**Assignment**. Read through the lines below for the string "Puszkina" and copy each one that has it.

*** Opening Material provided ***

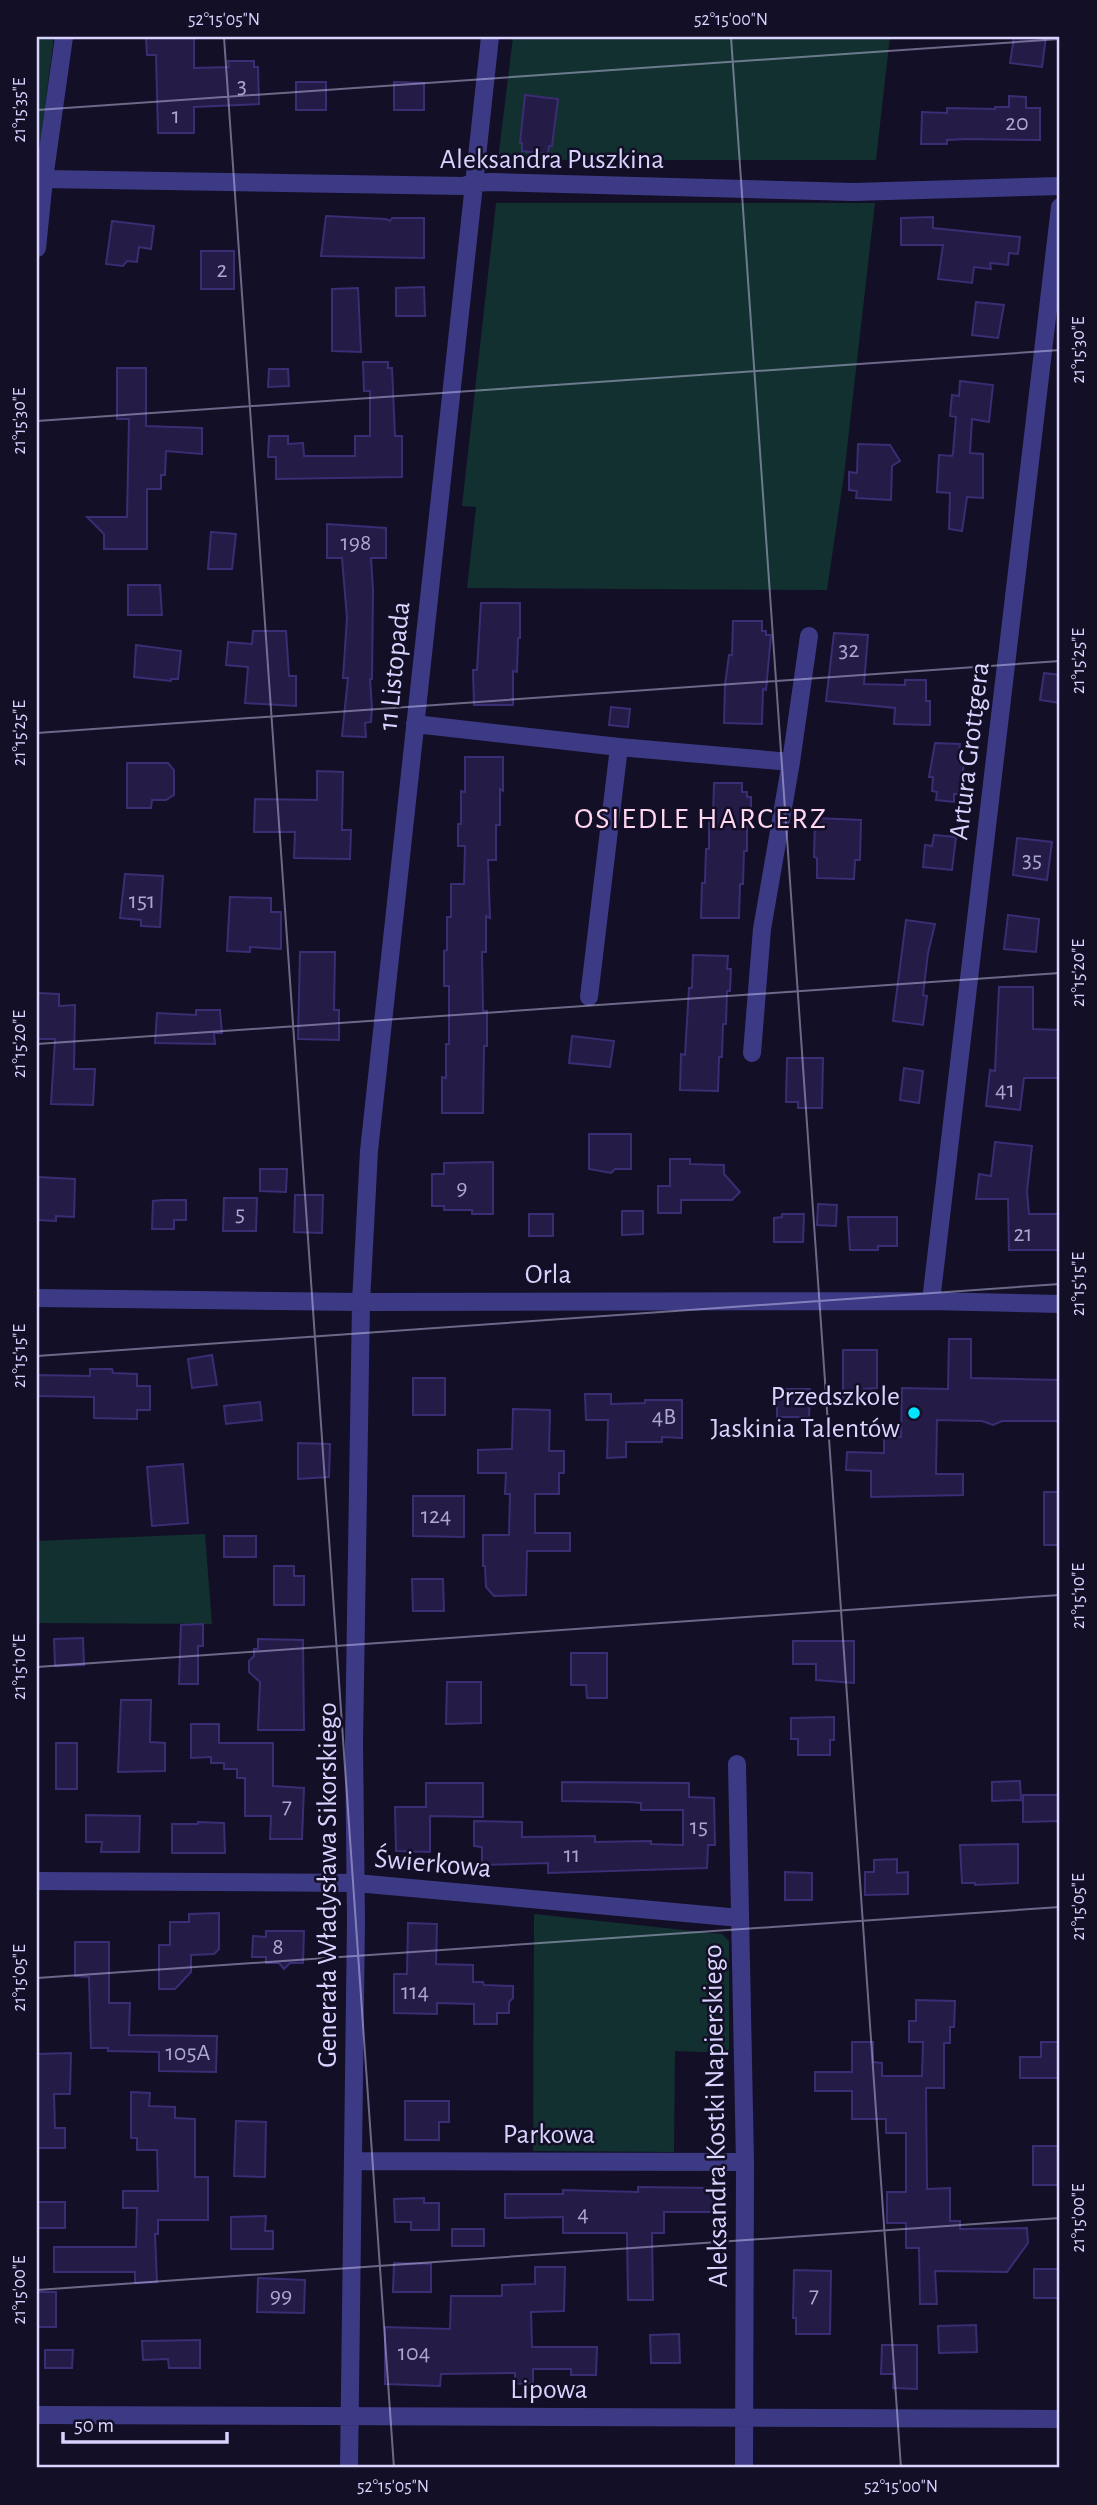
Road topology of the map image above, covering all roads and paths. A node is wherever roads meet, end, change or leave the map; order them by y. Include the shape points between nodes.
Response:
1 (64, 37) edge
2 (490, 37) edge
3 (44, 179) junction
4 (473, 183) junction
5 (1060, 186) edge
6 (1060, 206) edge
7 (37, 248) edge
8 (809, 636) dead end
9 (415, 724) junction
10 (619, 747) junction
11 (792, 762) junction
12 (589, 997) dead end
13 (752, 1053) dead end
14 (37, 1298) edge
15 (931, 1301) junction
16 (360, 1302) junction
17 (1060, 1304) edge
18 (737, 1764) dead end
19 (37, 1881) edge
20 (356, 1883) junction
21 (740, 1919) junction
22 (354, 2161) junction
23 (745, 2162) junction
24 (37, 2415) edge
25 (349, 2416) junction
26 (745, 2417) junction
27 (1060, 2419) edge
28 (349, 2468) edge
29 (744, 2468) edge

1 - 3 street
2 - 4 street, 11 Listopada
3 - 4 street, Aleksandra Puszkina
3 - 7 street
4 - 5 street, Aleksandra Puszkina via 853,192
4 - 9 street, 11 Listopada
6 - 15 street, Artura Grottgera
8 - 11 street
9 - 10 street
9 - 16 street, 11 Listopada via 369,1151
10 - 11 street
10 - 12 street
11 - 13 street via 762,929
14 - 16 street, Orla
15 - 16 street, Orla
15 - 17 street, Orla
16 - 20 street, Generała Władysława Sikorskiego
18 - 21 street, Aleksandra Kostki Napierskiego
19 - 20 street, Świerkowa
20 - 21 street, Świerkowa
20 - 22 street, Generała Władysława Sikorskiego
21 - 23 street, Aleksandra Kostki Napierskiego
22 - 23 street, Parkowa
22 - 25 street, Generała Władysława Sikorskiego
23 - 26 street, Aleksandra Kostki Napierskiego
24 - 25 street, Lipowa
25 - 26 street, Lipowa
25 - 28 street, Generała Władysława Sikorskiego
26 - 27 street, Lipowa
26 - 29 street, Aleksandra Kostki Napierskiego

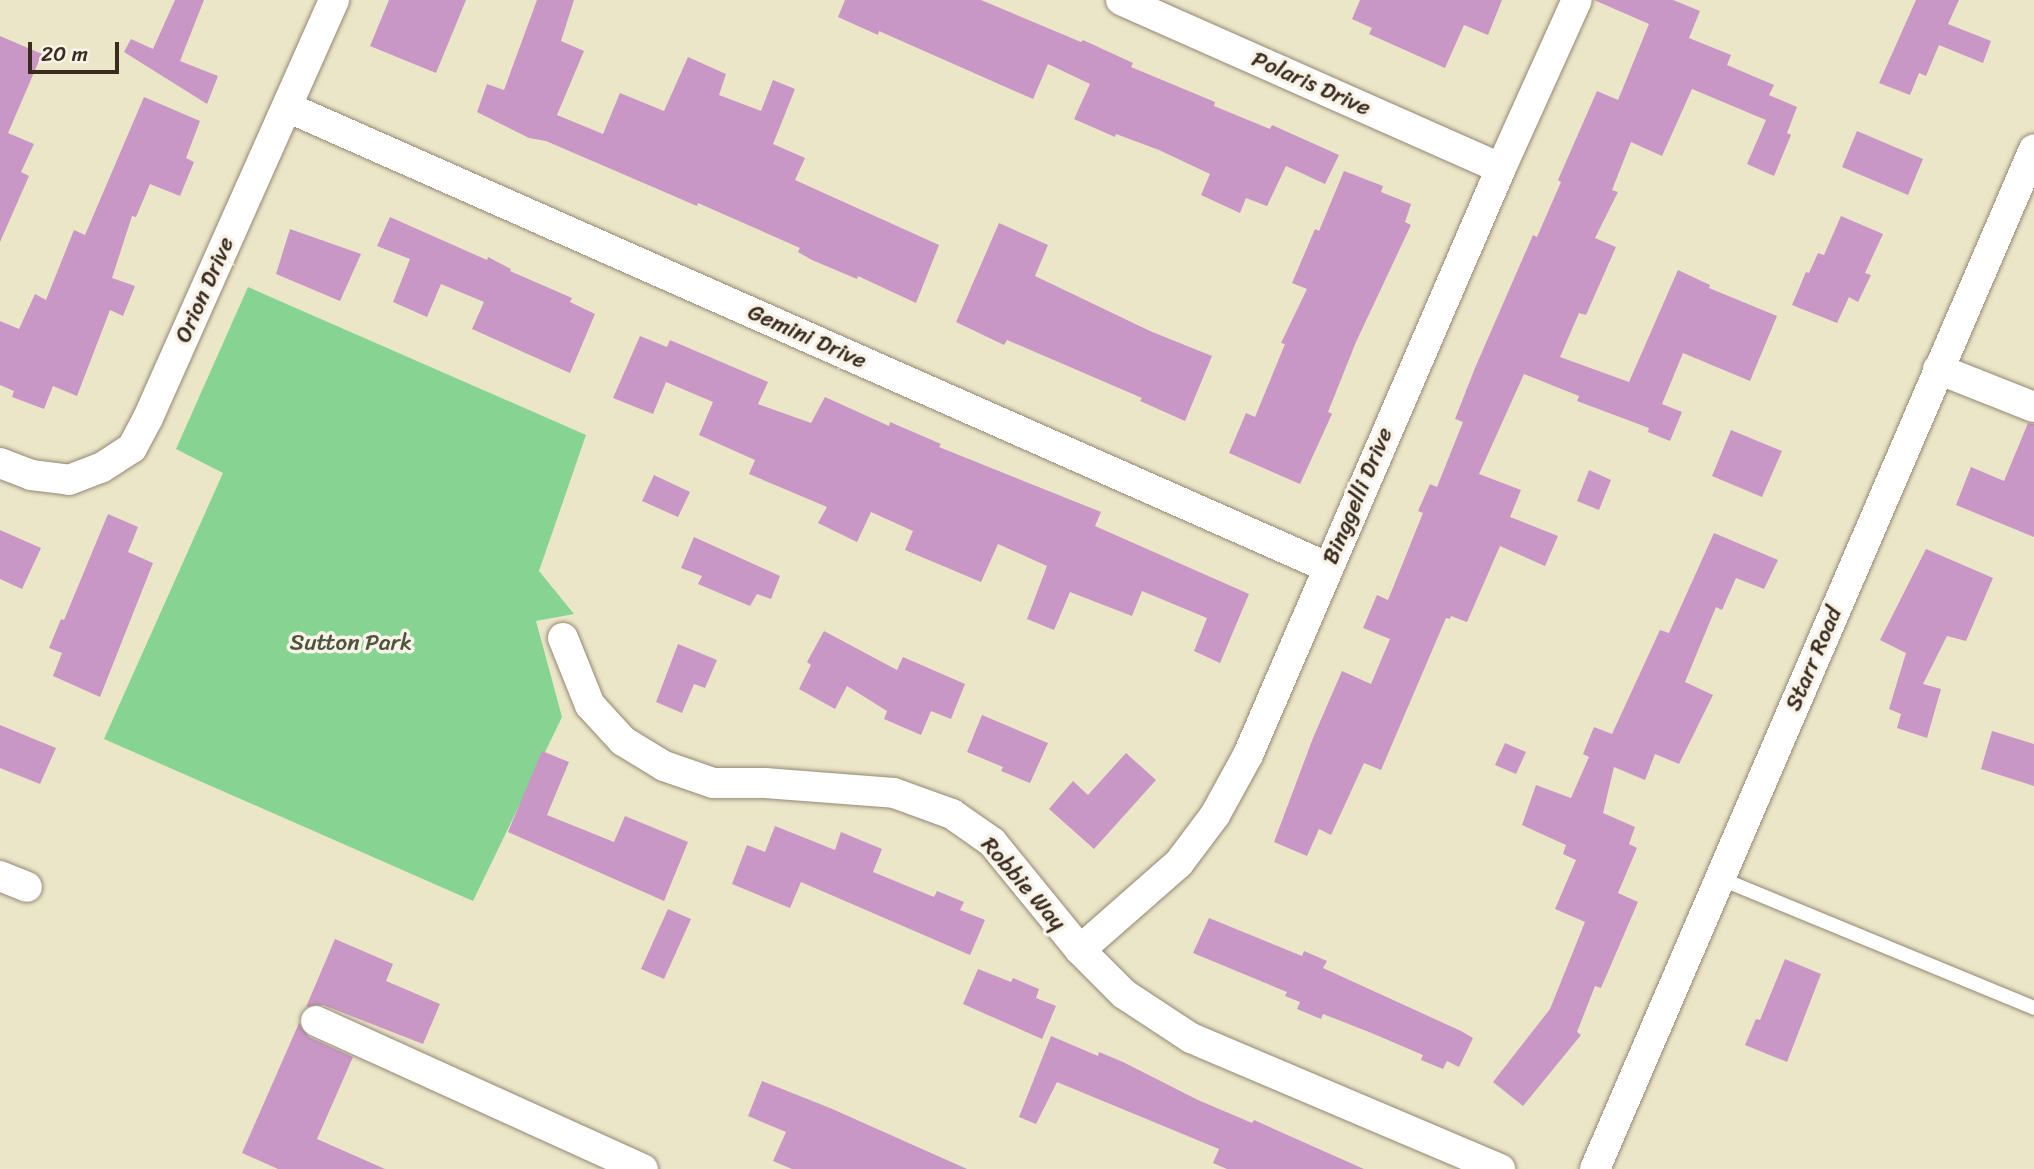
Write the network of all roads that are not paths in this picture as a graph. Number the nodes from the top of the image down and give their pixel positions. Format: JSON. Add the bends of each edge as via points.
{"nodes":[{"id":1,"x":334,"y":0,"type":"edge"},
{"id":2,"x":1121,"y":0,"type":"edge"},
{"id":3,"x":1577,"y":0,"type":"edge"},
{"id":4,"x":287,"y":107,"type":"junction"},
{"id":5,"x":2034,"y":149,"type":"edge"},
{"id":6,"x":1501,"y":168,"type":"junction"},
{"id":7,"x":2025,"y":199,"type":"edge"},
{"id":8,"x":1938,"y":369,"type":"junction"},
{"id":9,"x":2034,"y":407,"type":"edge"},
{"id":10,"x":0,"y":463,"type":"edge"},
{"id":11,"x":1327,"y":567,"type":"junction"},
{"id":12,"x":563,"y":638,"type":"dead end"},
{"id":13,"x":1720,"y":878,"type":"junction"},
{"id":14,"x":1080,"y":950,"type":"junction"},
{"id":15,"x":2034,"y":1008,"type":"edge"},
{"id":16,"x":316,"y":1021,"type":"dead end"},
{"id":17,"x":643,"y":1169,"type":"edge"},
{"id":18,"x":1500,"y":1169,"type":"edge"},
{"id":19,"x":1595,"y":1169,"type":"edge"}],
"edges":[{"from":1,"to":4,"type":"street","name":"Orion Drive"},
{"from":2,"to":6,"type":"street","name":"Polaris Drive"},
{"from":3,"to":6,"type":"street","name":"Binggelli Drive"},
{"from":4,"to":10,"type":"street","name":"Orion Drive","via":[[132,448],[101,468],[69,480],[31,475]]},
{"from":4,"to":11,"type":"street","name":"Gemini Drive"},
{"from":5,"to":7,"type":"street","name":"Starr Road"},
{"from":6,"to":11,"type":"street","name":"Binggelli Drive"},
{"from":7,"to":8,"type":"street","name":"Starr Road"},
{"from":8,"to":9,"type":"street"},
{"from":8,"to":13,"type":"street","name":"Starr Road"},
{"from":11,"to":14,"type":"street","name":"Binggelli Drive","via":[[1248,755],[1215,815],[1179,863]]},
{"from":12,"to":14,"type":"street","name":"Robbie Way","via":[[590,705],[623,741],[664,766],[713,783],[894,793],[952,814],[992,842]]},
{"from":13,"to":15,"type":"lane"},
{"from":13,"to":19,"type":"street","name":"Starr Road"},
{"from":14,"to":18,"type":"street","name":"Robbie Way","via":[[1124,994],[1191,1038]]},
{"from":16,"to":17,"type":"street"}]}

*** Closing Material provided ***

**Solution to this task**.
3 - 4 street, Aleksandra Puszkina
4 - 5 street, Aleksandra Puszkina via 853,192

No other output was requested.